Friday, July 26, 2013

The Power of Walking

The Sk-Ryu-Ni trail in Jejudo is background for the article, which appeared recently in the magazine With Bible, on combining the benefits of spirituality and walking  The writer, a priest who has studied spirituality and has walked the Sk-Ryu-Ni trail, tells us what he finds sacred about such a common activity and how it can refresh both body and mind. Walking even when one knows it will rain is a common experience of those who love to walk, he says, and the fragrance coming from nature, permeating the whole body, is a memory they want to return to often. They would also like to see, he adds,  the construction of more walking trails in the future.

In the past, there was no need for this kind of effort but today many of these paths have disappeared. They remain, for the most part, because of the interests of tourists. When they began to disappear, he doesn't know, but laments the fact that all the beautiful places seem to have turned into golf courses or other recreational facilities. People who now want to take a leisurely walk can do so only on asphalt or concrete roads. This can be seen by some as progress, by others as destruction of our environment, and as a breakdown of the vital connection between humans and nature, and between the natural world and its inhabitants. And we become, the priest says, like secondary elements, cogs on a wheel.

The Chinese character used for path or road also refers to the truths necessary for life, for self-improvement.  Those who are walking for the sake of walking are communicating with themselves, and are aligning their bodies, he says, with the rhythms of nature. Those who use their cars to arrive at their destination do not have this communication or rapport. Only those who walk are able to hear the internal voice and become one with nature. The sounds, sights and smells of those in cars cannot be compared, he says, with the sounds surrounding  someone walking in a natural environment.

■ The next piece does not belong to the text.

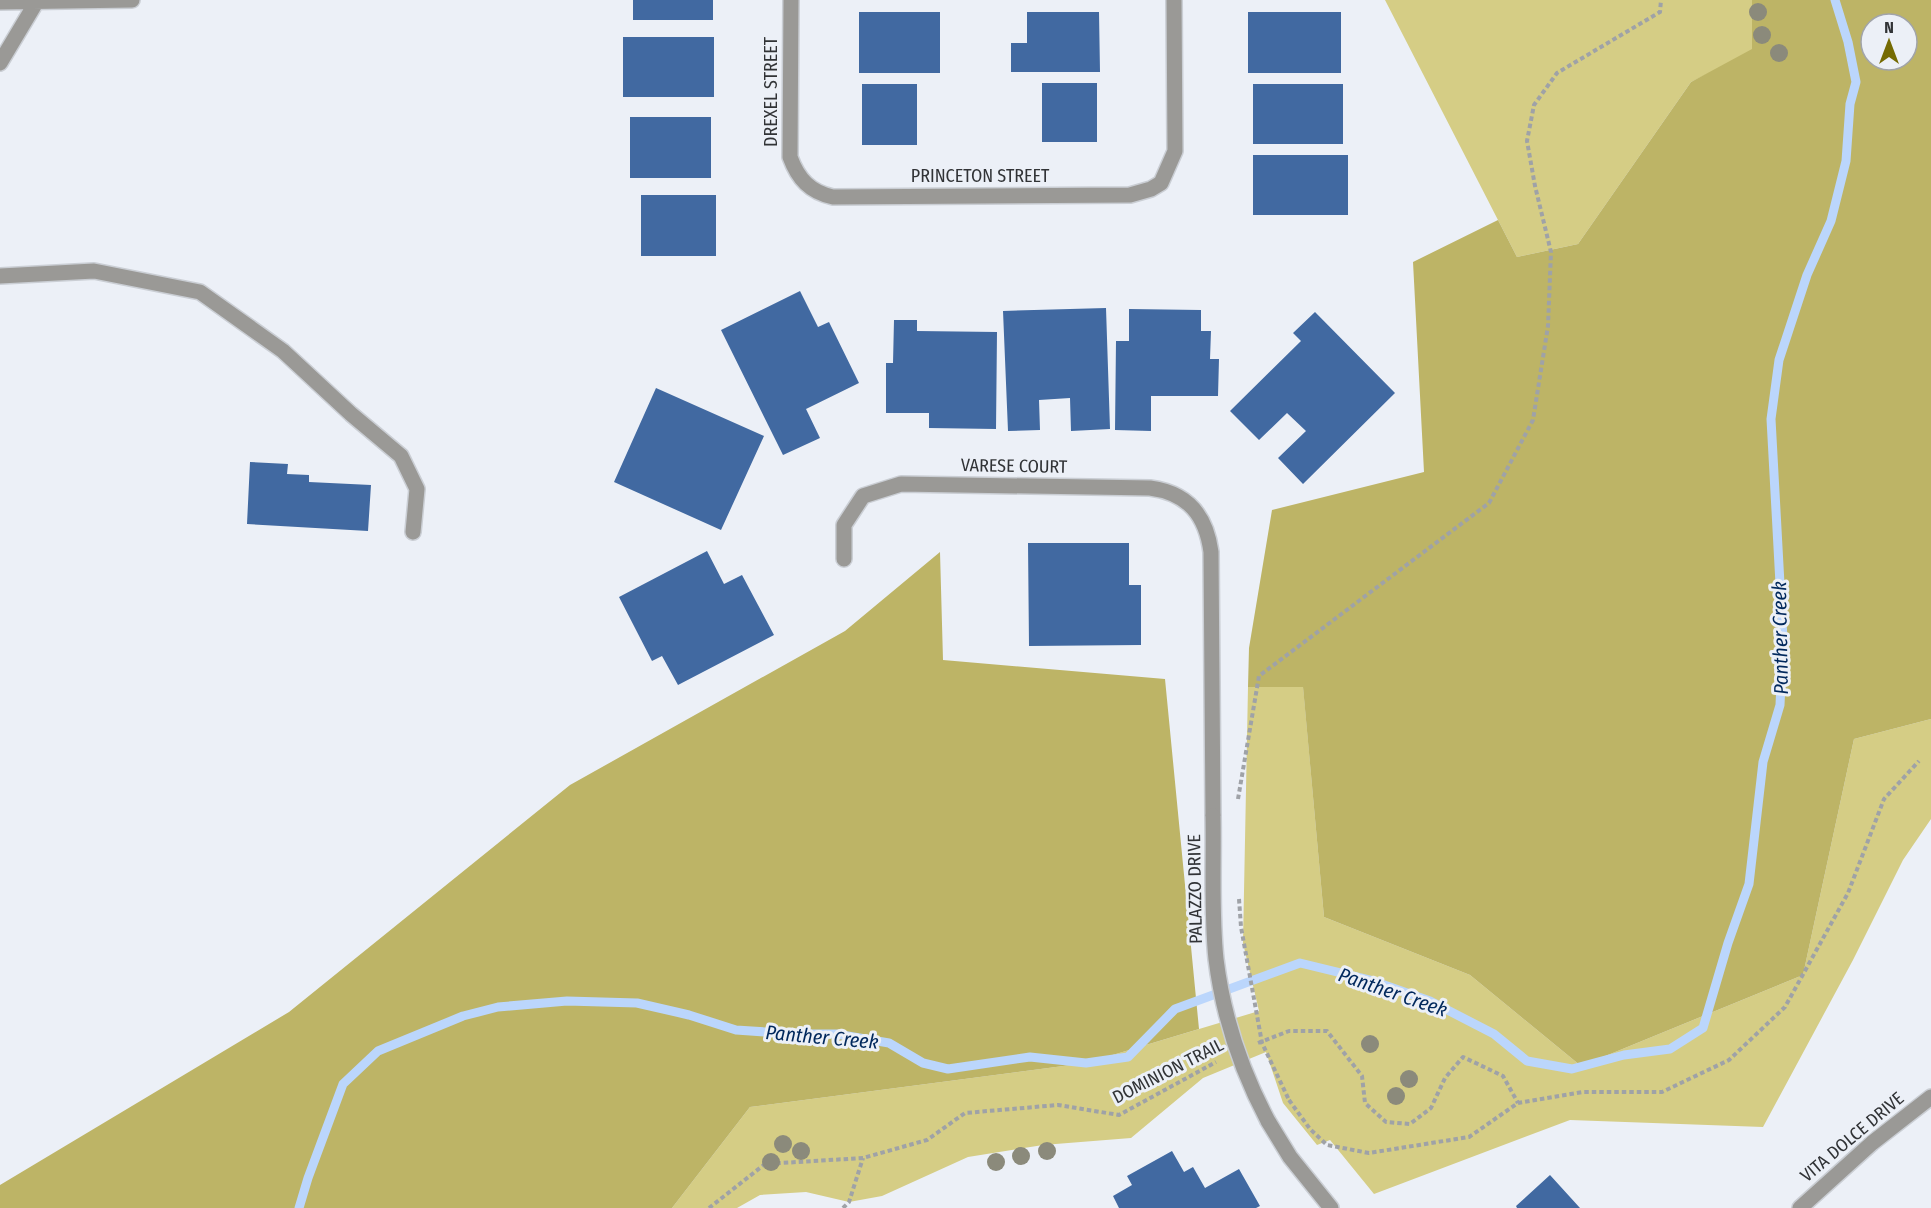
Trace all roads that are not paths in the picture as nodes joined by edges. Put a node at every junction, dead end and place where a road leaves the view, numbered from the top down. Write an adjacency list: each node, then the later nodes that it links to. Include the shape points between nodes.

He laments that with the improvement of our transportation system and the ability to arrive faster to our destinations, we have also, in his eyes, become more isolated and alienated. He refers to how Le Breton expresses it in his book In Praise of Walking, "When we walk we are set free from the original requirements of our gaze and not only from the space that we occupy; it also allows us to go inside to search for the way." To walk this way we are improving our lives, seeing the internal  map, and seeking the right way, the priest says.

There are many different roads, different ways presented in the Scriptures. There is the way of the Samaritan who helped the person lying on the side of the road, and the way of the priest and the Levite who both walked past him. There is the way of the 11 disciples and the way of Judas. There is the way of parents who can choose among multiple ways to raise their children--good ways and bad ways. When we ignore the right way or walk the wrong way, there will be confusion and suffering.

He concludes with the ways our Blessed Mother took. Right after the annunciation she quickly walked the  mountainous  road to the home of Elizabeth. Because of Herod, Mary and Joesph took the road to Egypt to live in exile. They took the wandering road to find Jesus in the temple. During the public life of Jesus, Mary walked the roads in search of her son, and finally, the road to  the cross. She walked the ways that God had spoken to her in her heart.